■ **What is expected**:
Copy every line from the records that holds the word "lane".

· · · · ·

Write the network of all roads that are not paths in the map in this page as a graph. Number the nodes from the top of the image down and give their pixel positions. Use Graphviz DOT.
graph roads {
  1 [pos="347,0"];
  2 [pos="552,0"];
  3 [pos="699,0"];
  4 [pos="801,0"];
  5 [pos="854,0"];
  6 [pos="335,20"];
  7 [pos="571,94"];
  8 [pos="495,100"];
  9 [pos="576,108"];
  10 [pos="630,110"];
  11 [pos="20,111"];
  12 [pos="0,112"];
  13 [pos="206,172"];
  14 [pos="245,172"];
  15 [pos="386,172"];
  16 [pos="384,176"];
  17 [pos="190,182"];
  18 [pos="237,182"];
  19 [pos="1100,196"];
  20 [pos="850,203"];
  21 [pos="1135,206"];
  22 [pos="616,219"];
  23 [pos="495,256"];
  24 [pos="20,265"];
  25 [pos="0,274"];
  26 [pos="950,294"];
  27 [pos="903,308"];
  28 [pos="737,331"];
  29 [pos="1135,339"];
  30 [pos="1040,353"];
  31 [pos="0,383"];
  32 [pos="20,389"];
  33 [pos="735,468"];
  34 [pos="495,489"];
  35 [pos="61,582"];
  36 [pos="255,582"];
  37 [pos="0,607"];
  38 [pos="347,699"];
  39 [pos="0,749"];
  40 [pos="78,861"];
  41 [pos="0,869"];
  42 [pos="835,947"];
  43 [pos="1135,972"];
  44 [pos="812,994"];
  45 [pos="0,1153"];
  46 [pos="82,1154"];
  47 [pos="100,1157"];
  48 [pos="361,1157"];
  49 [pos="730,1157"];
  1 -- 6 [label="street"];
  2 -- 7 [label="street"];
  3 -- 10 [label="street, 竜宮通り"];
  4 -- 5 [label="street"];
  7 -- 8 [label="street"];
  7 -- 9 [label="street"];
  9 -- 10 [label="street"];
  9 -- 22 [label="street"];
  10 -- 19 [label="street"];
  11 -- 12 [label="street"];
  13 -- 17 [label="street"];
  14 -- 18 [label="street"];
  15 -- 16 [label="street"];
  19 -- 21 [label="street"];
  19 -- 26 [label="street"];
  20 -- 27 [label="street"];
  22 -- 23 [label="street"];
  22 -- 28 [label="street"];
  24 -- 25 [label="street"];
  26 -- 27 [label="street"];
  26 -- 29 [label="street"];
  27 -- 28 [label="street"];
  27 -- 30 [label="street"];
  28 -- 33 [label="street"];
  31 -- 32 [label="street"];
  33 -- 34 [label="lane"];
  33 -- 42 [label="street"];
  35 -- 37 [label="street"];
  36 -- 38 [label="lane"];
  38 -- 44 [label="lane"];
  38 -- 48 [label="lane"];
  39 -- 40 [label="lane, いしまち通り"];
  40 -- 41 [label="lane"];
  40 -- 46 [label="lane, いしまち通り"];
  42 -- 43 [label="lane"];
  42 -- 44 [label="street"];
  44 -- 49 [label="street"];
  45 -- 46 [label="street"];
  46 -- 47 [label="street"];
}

· · · · ·

■ **Solved exercise**:
  33 -- 34 [label="lane"];
  36 -- 38 [label="lane"];
  38 -- 44 [label="lane"];
  38 -- 48 [label="lane"];
  39 -- 40 [label="lane, いしまち通り"];
  40 -- 41 [label="lane"];
  40 -- 46 [label="lane, いしまち通り"];
  42 -- 43 [label="lane"];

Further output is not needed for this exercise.